03/04/24 Whakatane to Waikite Springs via Rotorua

A great deal of rain fell overnight so it was all a bit damp and chilly this morning. That being the case we decided we’d warm up in the kitchen have a drink and get going, lots to see and do today and because of the long driving day yesterday, not so many miles to drive today.  Which is good for poor Si, despite him saying he doesn’t mind the driving, it does worry me a bit that he’s not had a break.  I mean, I know I’m practically driving as well, the muscles I have built up in my right leg from vicious braking are borderline spectacular it has to be said. 


We got to Rotorua and found a parking space, but we couldn’t get over how quiet it was, it was absolutely dead, the streets were empty, the roads hardly any traffic, very strange for such a popular place to visit we thought.  Parking up was no problem and we went to have a rumble around and see what we could find around the town. There wasn’t a huge amount besides some gorgeous autumnal trees in stunning shades of ochre and rust providing a colourful canopy to walk beneath and 5 tattoo parlours along the two streets. There was a nice looking cafe, accessible and very clean and shiny, so we did what we always do when we see a cafe …, we went in and had a scooby snack!! 


Rotorua is as much a sensory experience as it is a place. We could smell its pungent, sulphur-rich (ok, actually a farty rotten eggs) aroma and we saw steam blasting out of roadside drains. Initially it presents itself like any other New Zealand town, but it is in fact utterly unique. I would say it’s definitely the southern hemisphere’s version of Yellowstone. The Māori revered Rotorua and around 40% of the population today is Māori. 


In the early 1870s, word spread of scenic wonders, miraculous landscapes and watery cures for all manner of ailments. Rotorua exploded,  Its main attraction was the fabulous Pink and White Terraces, formed by volcanic silica deposits, and, at the time it was claimed as the eighth natural wonder of the world. Sadly they were destroyed in 1886 when Mt Tarawera erupted. 

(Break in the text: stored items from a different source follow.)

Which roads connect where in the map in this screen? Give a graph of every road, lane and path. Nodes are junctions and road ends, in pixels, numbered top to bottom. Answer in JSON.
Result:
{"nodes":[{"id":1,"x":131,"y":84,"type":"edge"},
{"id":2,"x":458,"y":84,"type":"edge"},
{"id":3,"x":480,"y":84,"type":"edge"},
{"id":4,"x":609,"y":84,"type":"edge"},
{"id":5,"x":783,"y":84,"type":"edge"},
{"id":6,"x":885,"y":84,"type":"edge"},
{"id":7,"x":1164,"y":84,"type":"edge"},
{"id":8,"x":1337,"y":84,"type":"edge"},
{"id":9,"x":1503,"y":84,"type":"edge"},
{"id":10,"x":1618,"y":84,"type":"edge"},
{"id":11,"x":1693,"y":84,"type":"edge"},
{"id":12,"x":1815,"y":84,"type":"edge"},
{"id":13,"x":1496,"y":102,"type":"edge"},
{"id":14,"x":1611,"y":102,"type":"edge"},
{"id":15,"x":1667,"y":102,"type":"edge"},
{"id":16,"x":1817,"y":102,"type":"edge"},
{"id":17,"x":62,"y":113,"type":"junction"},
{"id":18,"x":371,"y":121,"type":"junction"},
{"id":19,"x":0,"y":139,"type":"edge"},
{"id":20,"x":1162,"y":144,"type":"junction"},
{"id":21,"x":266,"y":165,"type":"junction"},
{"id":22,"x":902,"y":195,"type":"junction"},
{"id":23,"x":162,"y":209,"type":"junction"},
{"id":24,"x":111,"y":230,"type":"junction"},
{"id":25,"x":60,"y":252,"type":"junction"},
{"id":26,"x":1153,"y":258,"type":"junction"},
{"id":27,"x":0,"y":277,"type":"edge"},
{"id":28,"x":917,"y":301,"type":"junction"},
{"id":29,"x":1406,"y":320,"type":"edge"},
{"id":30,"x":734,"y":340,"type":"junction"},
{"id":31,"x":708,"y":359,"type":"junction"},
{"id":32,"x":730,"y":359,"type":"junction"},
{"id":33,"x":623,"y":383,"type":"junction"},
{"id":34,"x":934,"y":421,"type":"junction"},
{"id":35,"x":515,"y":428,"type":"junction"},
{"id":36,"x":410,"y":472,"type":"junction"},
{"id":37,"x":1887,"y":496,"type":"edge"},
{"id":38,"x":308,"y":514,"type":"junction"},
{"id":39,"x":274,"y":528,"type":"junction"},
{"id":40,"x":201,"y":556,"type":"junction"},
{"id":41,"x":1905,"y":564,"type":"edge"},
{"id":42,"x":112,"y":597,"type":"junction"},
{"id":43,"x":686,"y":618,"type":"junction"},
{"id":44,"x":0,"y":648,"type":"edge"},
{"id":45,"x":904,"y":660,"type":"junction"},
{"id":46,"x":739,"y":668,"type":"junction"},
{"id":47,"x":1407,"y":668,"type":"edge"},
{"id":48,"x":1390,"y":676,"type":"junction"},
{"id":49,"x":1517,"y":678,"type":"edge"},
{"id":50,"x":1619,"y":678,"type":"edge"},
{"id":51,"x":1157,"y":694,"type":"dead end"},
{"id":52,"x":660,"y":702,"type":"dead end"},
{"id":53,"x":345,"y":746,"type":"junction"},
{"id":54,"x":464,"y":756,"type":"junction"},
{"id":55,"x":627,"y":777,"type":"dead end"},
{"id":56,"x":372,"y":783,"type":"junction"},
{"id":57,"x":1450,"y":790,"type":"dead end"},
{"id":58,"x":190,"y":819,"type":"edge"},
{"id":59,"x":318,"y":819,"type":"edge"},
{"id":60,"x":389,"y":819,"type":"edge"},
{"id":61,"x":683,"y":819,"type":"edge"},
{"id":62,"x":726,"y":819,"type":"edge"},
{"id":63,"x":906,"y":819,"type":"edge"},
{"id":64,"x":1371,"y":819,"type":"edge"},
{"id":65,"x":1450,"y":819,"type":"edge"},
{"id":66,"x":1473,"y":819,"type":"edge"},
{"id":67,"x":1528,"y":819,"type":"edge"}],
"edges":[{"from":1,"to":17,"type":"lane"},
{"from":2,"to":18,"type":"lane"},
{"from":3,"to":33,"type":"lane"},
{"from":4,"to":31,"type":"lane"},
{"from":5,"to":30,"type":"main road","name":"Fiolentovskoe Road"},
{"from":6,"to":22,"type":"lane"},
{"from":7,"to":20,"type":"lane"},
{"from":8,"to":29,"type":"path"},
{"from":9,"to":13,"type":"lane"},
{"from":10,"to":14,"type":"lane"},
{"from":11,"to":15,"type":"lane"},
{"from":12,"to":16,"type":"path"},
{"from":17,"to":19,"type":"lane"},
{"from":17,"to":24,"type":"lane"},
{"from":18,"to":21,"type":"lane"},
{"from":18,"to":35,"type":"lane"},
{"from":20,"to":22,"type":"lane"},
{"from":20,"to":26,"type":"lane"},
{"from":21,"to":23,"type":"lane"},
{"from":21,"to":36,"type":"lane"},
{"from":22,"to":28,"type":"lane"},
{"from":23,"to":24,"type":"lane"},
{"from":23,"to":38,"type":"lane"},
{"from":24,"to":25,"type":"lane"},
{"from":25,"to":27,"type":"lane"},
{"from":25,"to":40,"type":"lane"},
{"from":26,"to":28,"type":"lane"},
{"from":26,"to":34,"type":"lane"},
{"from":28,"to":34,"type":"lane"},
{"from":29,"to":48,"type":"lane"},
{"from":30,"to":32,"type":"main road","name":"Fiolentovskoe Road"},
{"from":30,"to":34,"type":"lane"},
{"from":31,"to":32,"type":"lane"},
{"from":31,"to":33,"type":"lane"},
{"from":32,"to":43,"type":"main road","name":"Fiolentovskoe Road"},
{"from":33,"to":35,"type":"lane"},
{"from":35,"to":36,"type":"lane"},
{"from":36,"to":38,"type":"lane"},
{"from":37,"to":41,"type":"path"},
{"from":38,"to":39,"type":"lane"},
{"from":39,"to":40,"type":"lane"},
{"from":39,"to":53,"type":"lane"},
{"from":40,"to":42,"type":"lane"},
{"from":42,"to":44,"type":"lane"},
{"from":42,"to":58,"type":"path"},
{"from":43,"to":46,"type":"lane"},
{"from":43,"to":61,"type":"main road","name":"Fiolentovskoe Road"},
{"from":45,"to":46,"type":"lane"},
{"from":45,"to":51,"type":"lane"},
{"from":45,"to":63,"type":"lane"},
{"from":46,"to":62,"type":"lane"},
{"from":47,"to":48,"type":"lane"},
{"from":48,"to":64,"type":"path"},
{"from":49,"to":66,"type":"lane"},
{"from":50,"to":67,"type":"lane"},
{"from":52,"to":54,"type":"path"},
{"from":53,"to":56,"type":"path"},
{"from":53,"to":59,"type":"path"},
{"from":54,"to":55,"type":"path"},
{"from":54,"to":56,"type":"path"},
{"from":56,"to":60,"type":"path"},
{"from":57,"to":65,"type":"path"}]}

After our little scooby snack we loaded back into Ismene and set off to locate the Whakarewarewa Redwood forest, just a few minutes out of town and completely worth going to just for the toilets! They are so cool, all individually laid out wrapped in steel and laser carved with traditional things.  There is a huge range of exotic tree species, mix of native undergrowth, and panoramic views on offer if you chose to do the treetop walk which we didn’t do, that you can do both daytime and night time. I had a look at some of the reviews of the night time one and it sounded really good, the forest is subtly lit by fairy lights and other. Lights which highlighted the trees just subtly. As I say we didn’t do that.  There are several walks that you can take or different lengths and difficulty, obviously we kept to the easy one! At over 5600 hectares, The Redwoods and Whakarewarewa Forest  are one of Rotorua’s most spectacular natural assets and another of the city’s treasures.


After a short rumble along the easiest path through  the towering redwoods, we decided we had spent enough time there and  moved on to our third stop of the day, the Blue and Green lakes. 

These two lakes are directly next to each other separated by just a narrow piece of land. The first is called Lake Tikitapu, known as the Blue Lake and the second is called Lake Rotokakahi, known as the Green Lake.


The Blue Lake is “turquoise blue from above due to reflection from white rhyolite and pumice bottom” while the Green Lake is “emerald green from above due to shallow, sandy bottom”.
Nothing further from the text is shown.